Stretching

I've read a lot of success / self-help books over the years. Some better than others. Many talk about the idea of stretching like a rubber band. If you've never heard it, the gist is that when you stretch a rubber band it becomes a little longer and never returns to exactly the same size. This is supposed to be a good thing as you grow personally over time and keep stretching and pushing personal limits. But what else happens to rubber bands if you stretch them too much: yep - they break!

So how do we stretch without eventually breaking? And why the heck am I blogging about this? Well...
Lately I've been really pushing hard: reading lots, practicing a ton, giving of my time and energy more, and trying to adjust to a new schedule (holy cow it's hard to be a morning person!!) and I'm finding that I was wearing out. Enter secret weapon: relationships. Yep, an introvert just said that. I definitely need the "me" time and time to think and pray. However I'm also learning that God works through people too and in ways that bring us all closer together.

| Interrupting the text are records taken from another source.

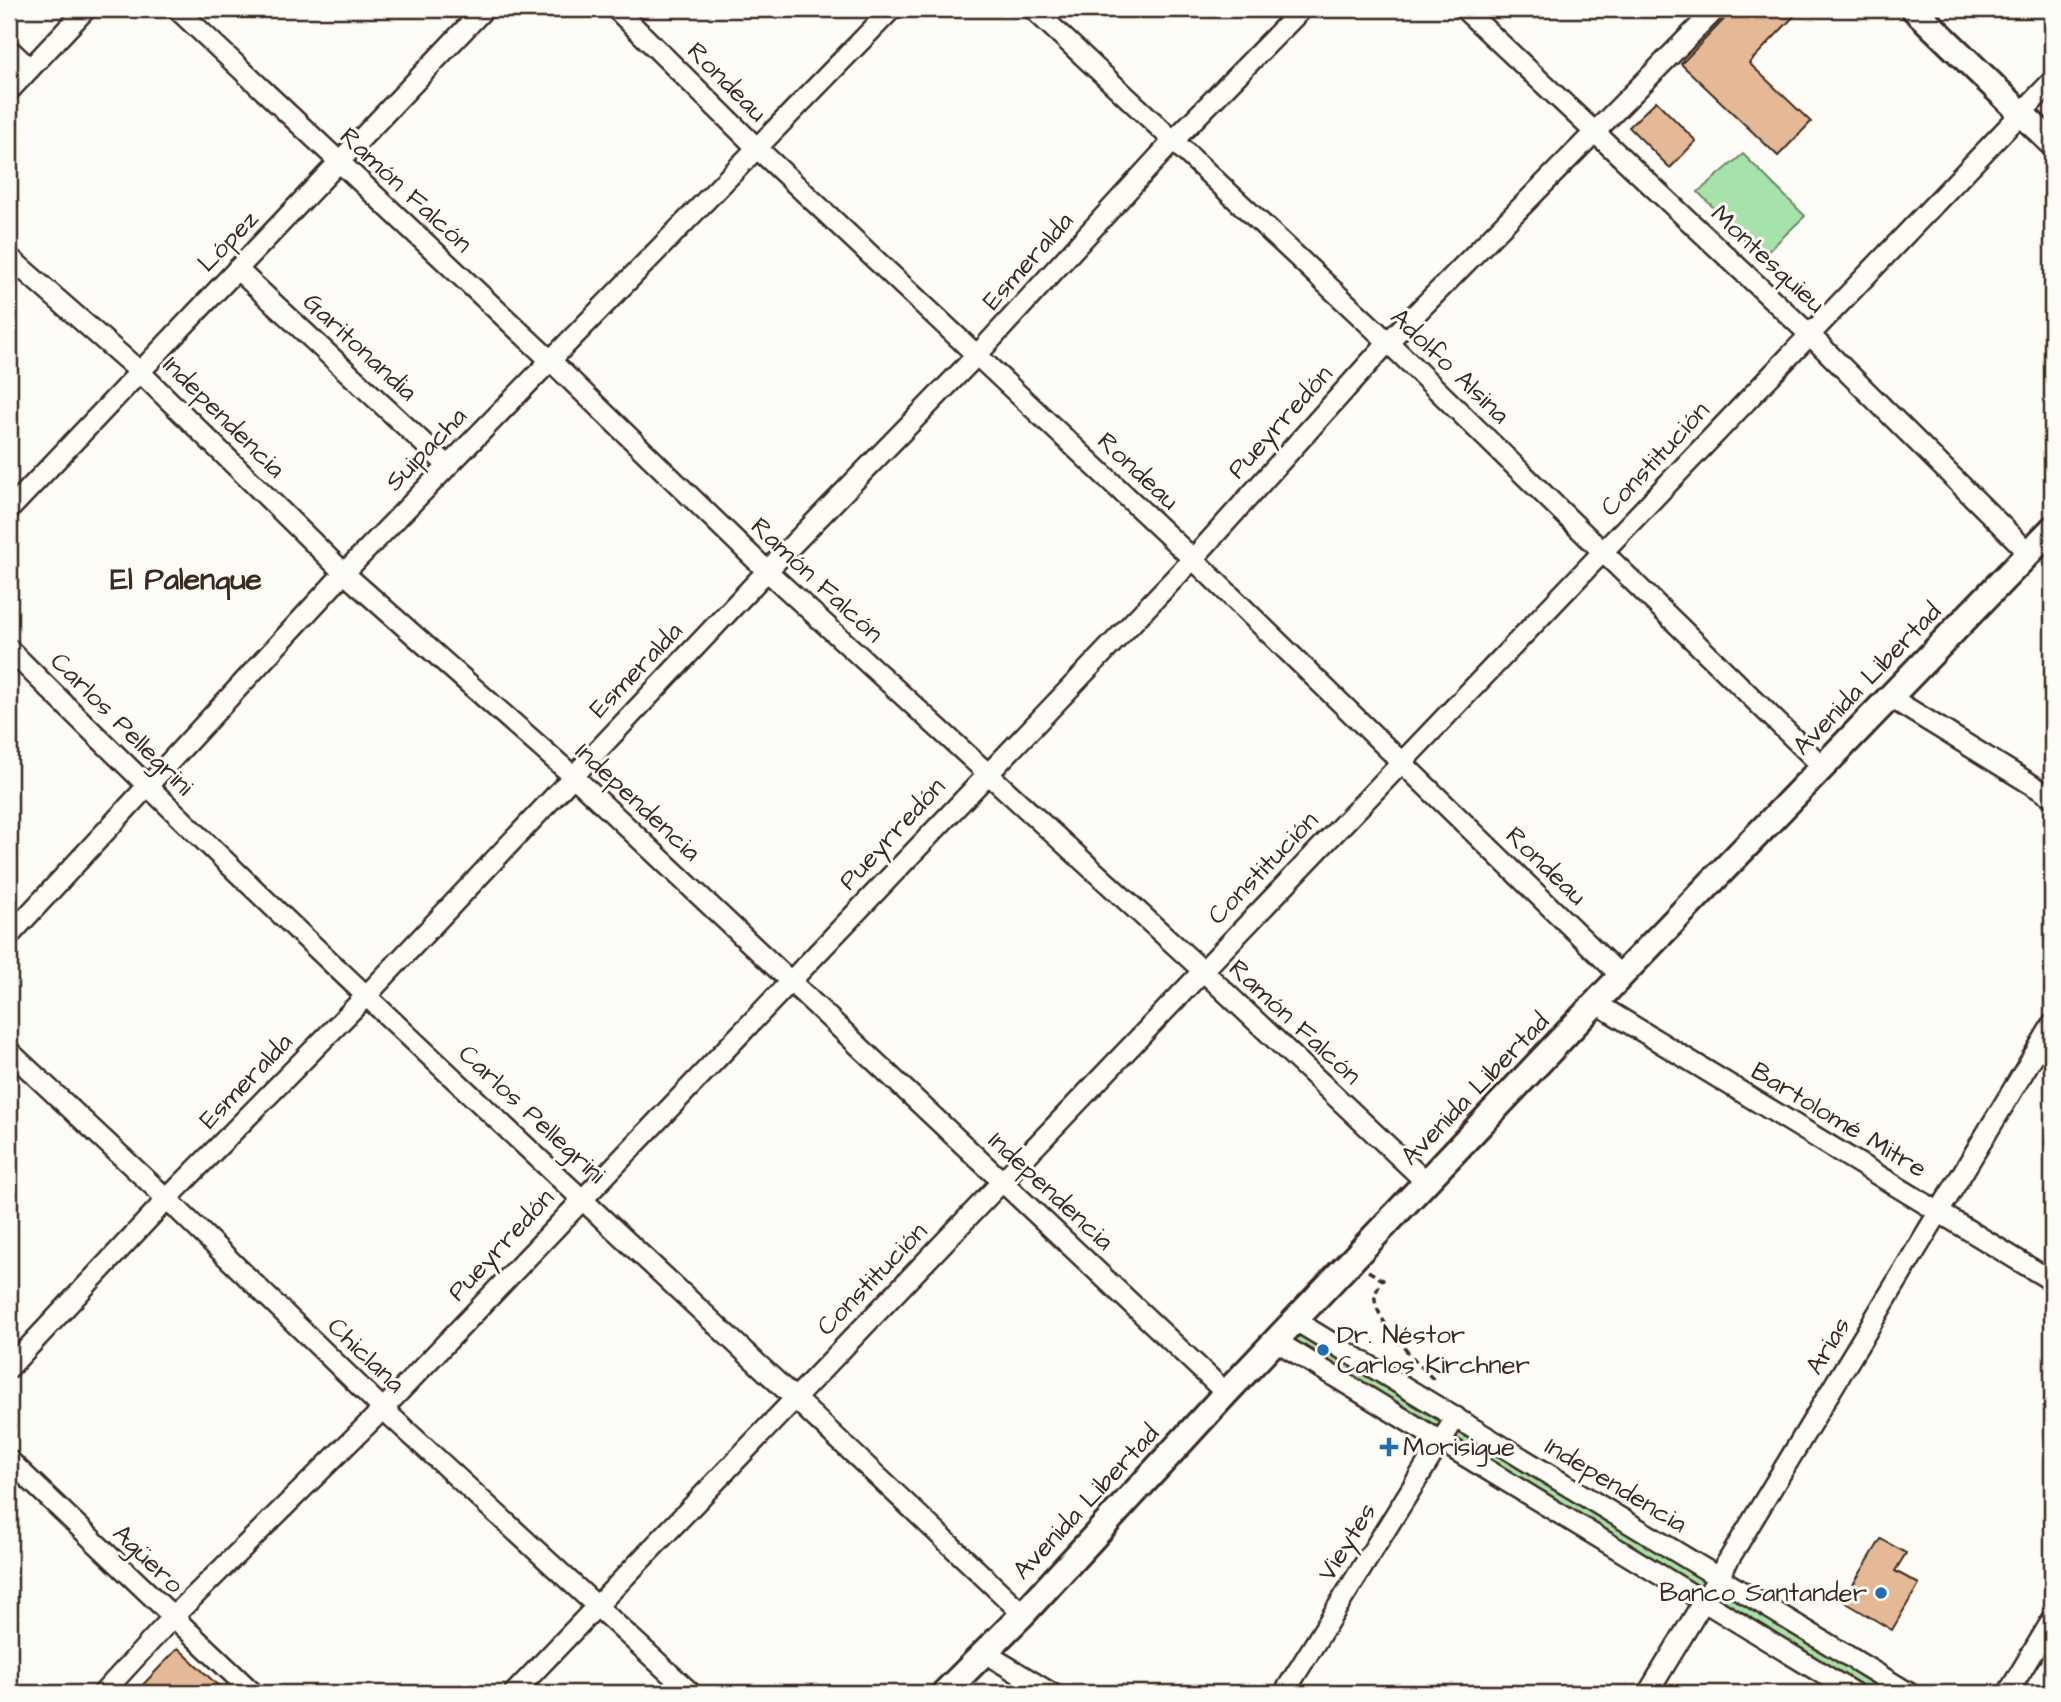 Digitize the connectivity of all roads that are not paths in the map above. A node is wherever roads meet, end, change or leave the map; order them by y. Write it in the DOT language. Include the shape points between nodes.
graph roads {
  1 [pos="86,9"];
  2 [pos="177,9"];
  3 [pos="484,9"];
  4 [pos="616,9"];
  5 [pos="892,9"];
  6 [pos="1033,9"];
  7 [pos="1302,9"];
  8 [pos="1464,9"];
  9 [pos="1716,9"];
  10 [pos="1914,9"];
  11 [pos="9,49"];
  12 [pos="30,69"];
  13 [pos="2052,81"];
  14 [pos="9,91"];
  15 [pos="2022,113"];
  16 [pos="1595,132"];
  17 [pos="1172,141"];
  18 [pos="2052,143"];
  19 [pos="758,149"];
  20 [pos="339,164"];
  21 [pos="9,257"];
  22 [pos="237,269"];
  23 [pos="1809,334"];
  24 [pos="1388,342"];
  25 [pos="977,355"];
  26 [pos="551,361"];
  27 [pos="138,370"];
  28 [pos="447,465"];
  29 [pos="9,510"];
  30 [pos="2052,529"];
  31 [pos="1604,551"];
  32 [pos="2029,554"];
  33 [pos="1192,559"];
  34 [pos="767,571"];
  35 [pos="344,573"];
  36 [pos="9,649"];
  37 [pos="1891,698"];
  38 [pos="1401,761"];
  39 [pos="1824,768"];
  40 [pos="987,772"];
  41 [pos="572,775"];
  42 [pos="145,785"];
  43 [pos="2052,797"];
  44 [pos="9,936"];
  45 [pos="1202,970"];
  46 [pos="1621,976"];
  47 [pos="789,981"];
  48 [pos="366,996"];
  49 [pos="1597,1004"];
  50 [pos="2052,1025"];
  51 [pos="9,1051"];
  52 [pos="1002,1181"];
  53 [pos="1427,1183"];
  54 [pos="582,1197"];
  55 [pos="167,1199"];
  56 [pos="1939,1212"];
  57 [pos="2052,1281"];
  58 [pos="1296,1321"];
  59 [pos="1276,1341"];
  60 [pos="9,1368"];
  61 [pos="1226,1393"];
  62 [pos="795,1397"];
  63 [pos="383,1409"];
  64 [pos="1455,1418"];
  65 [pos="1440,1442"];
  66 [pos="9,1460"];
  67 [pos="1719,1578"];
  68 [pos="1704,1602"];
  69 [pos="597,1604"];
  70 [pos="1023,1614"];
  71 [pos="172,1618"];
  72 [pos="2052,1620"];
  73 [pos="985,1653"];
  74 [pos="103,1693"];
  75 [pos="253,1693"];
  76 [pos="514,1693"];
  77 [pos="691,1693"];
  78 [pos="944,1693"];
  79 [pos="1051,1693"];
  80 [pos="1284,1693"];
  81 [pos="1648,1693"];
  82 [pos="1854,1693"];
  83 [pos="1909,1693"];
  84 [pos="2008,1693"];
  1 -- 12 [label="street"];
  2 -- 20 [label="street, Ramón Falcón"];
  3 -- 20 [label="street, López"];
  4 -- 19 [label="street, Rondeau"];
  5 -- 19 [label="street, Suipacha"];
  6 -- 17 [label="street, Adolfo Alsina"];
  7 -- 17 [label="street, Esmeralda"];
  8 -- 16 [label="street, Montesquieu"];
  9 -- 16 [label="street, Pueyrredón"];
  10 -- 15 [label="main road"];
  11 -- 12 [label="street"];
  12 -- 14 [label="street"];
  13 -- 15 [label="street, Constitución"];
  15 -- 18 [label="main road"];
  15 -- 23 [label="street, Constitución"];
  16 -- 23 [label="street, Montesquieu"];
  16 -- 24 [label="street, Pueyrredón"];
  17 -- 24 [label="street, Adolfo Alsina"];
  17 -- 25 [label="street, Esmeralda"];
  19 -- 25 [label="street, Rondeau"];
  19 -- 26 [label="street, Suipacha"];
  20 -- 22 [label="street, López"];
  20 -- 26 [label="street, Ramón Falcón"];
  21 -- 27 [label="street, Independencia"];
  22 -- 27 [label="street, López"];
  22 -- 28 [label="street, Garitonandia"];
  23 -- 31 [label="street, Constitución"];
  23 -- 32 [label="street, Montesquieu"];
  24 -- 31 [label="street, Adolfo Alsina"];
  24 -- 33 [label="street, Pueyrredón"];
  25 -- 33 [label="street, Rondeau"];
  25 -- 34 [label="street, Esmeralda"];
  26 -- 28 [label="street, Suipacha"];
  26 -- 34 [label="street, Ramón Falcón"];
  27 -- 29 [label="street, López"];
  27 -- 35 [label="street, Independencia"];
  28 -- 35 [label="street, Suipacha"];
  30 -- 32 [label="main road, Avenida Libertad"];
  31 -- 38 [label="street, Constitución"];
  31 -- 39 [label="street, Adolfo Alsina"];
  32 -- 37 [label="main road, Avenida Libertad"];
  33 -- 38 [label="street, Rondeau"];
  33 -- 40 [label="street, Pueyrredón"];
  34 -- 40 [label="street, Ramón Falcón"];
  34 -- 41 [label="street, Esmeralda"];
  35 -- 41 [label="street, Independencia"];
  35 -- 42 [label="street, Suipacha"];
  36 -- 42 [label="street, Carlos Pellegrini"];
  37 -- 39 [label="main road, Avenida Libertad"];
  37 -- 43 [label="street"];
  38 -- 45 [label="street, Constitución"];
  38 -- 46 [label="street, Rondeau"];
  39 -- 46 [label="main road, Avenida Libertad"];
  40 -- 45 [label="street, Ramón Falcón"];
  40 -- 47 [label="street, Pueyrredón"];
  41 -- 47 [label="street, Independencia"];
  41 -- 48 [label="street, Esmeralda"];
  42 -- 44 [label="street, Suipacha"];
  42 -- 48 [label="street, Carlos Pellegrini"];
  45 -- 52 [label="street, Constitución"];
  45 -- 53 [label="street, Ramón Falcón"];
  46 -- 49 [label="main road, Avenida Libertad"];
  47 -- 52 [label="street, Independencia"];
  47 -- 54 [label="street, Pueyrredón"];
  48 -- 54 [label="street, Carlos Pellegrini"];
  48 -- 55 [label="street, Esmeralda"];
  49 -- 53 [label="main road, Avenida Libertad"];
  49 -- 56 [label="street, Bartolomé Mitre"];
  50 -- 56 [label="street, Arias"];
  51 -- 55 [label="street, Chiclana"];
  52 -- 61 [label="street, Independencia"];
  52 -- 62 [label="street, Constitución"];
  53 -- 58 [label="main road, Avenida Libertad"];
  54 -- 62 [label="street, Carlos Pellegrini"];
  54 -- 63 [label="street, Pueyrredón"];
  55 -- 60 [label="street, Esmeralda"];
  55 -- 63 [label="street, Chiclana"];
  56 -- 57 [label="street, Bartolomé Mitre"];
  56 -- 67 [label="street, Arias"];
  58 -- 59 [label="main road, Avenida Libertad"];
  58 -- 64 [label="street, Independencia"];
  59 -- 61 [label="main road, Avenida Libertad"];
  59 -- 65 [label="street, Independencia"];
  61 -- 70 [label="main road, Avenida Libertad"];
  62 -- 69 [label="street, Constitución"];
  62 -- 70 [label="street, Carlos Pellegrini"];
  63 -- 69 [label="street, Chiclana"];
  63 -- 71 [label="street, Pueyrredón"];
  64 -- 65 [label="street, Vieytes"];
  64 -- 67 [label="street, Independencia"];
  65 -- 68 [label="street, Independencia"];
  65 -- 80 [label="street, Vieytes"];
  66 -- 71 [label="street, Agüero"];
  67 -- 68 [label="street, Arias"];
  67 -- 83 [label="street, Independencia"];
  68 -- 81 [label="street, Arias"];
  68 -- 82 [label="street, Independencia"];
  69 -- 76 [label="street, Constitución"];
  69 -- 77 [label="street, Chiclana"];
  70 -- 73 [label="main road, Avenida Libertad"];
  71 -- 74 [label="street, Pueyrredón"];
  71 -- 75 [label="street, Agüero"];
  72 -- 84 [label="street"];
  73 -- 78 [label="main road, Avenida Libertad"];
  73 -- 79 [label="street"];
}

I've been more deliberate about that balance and try to be more open even at the risk of being rejected. So far what I'm finding is that it's the conversations that help repair my damage from stretching.

Ever do a workout program? Any decent one will tell you that you have to eat right and then do a hard enough workout to actually cause a little damage to your muscles. When that damage is done and you've pushed yourself to the limit the body rushes in with nutrients that not only repair the muscles but make them even stronger. But it's not a one-time thing it has to be a habit...and you have to feed yourself the right stuff after a workout! Life and personal development are the same way and I'm beyond grateful that my relationship "diet" has dramatically improved over the past couple of years. So how do these conversations help? I think for each personality it's different but for me there's times when a friend or mentor will say something and it packs an extra punch. They likely don't even know it but usually it feels like God confirming something for me or guiding me in a slightly different direction. That may not be everyone, but it's my experience. It also can be when I'm talking to someone and I say something that maybe I've never quite verbalized before. Same thing can happen. Either way, it's like the mental / spiritual nutrients that I needed right at that moment to repair the damage of stretching myself.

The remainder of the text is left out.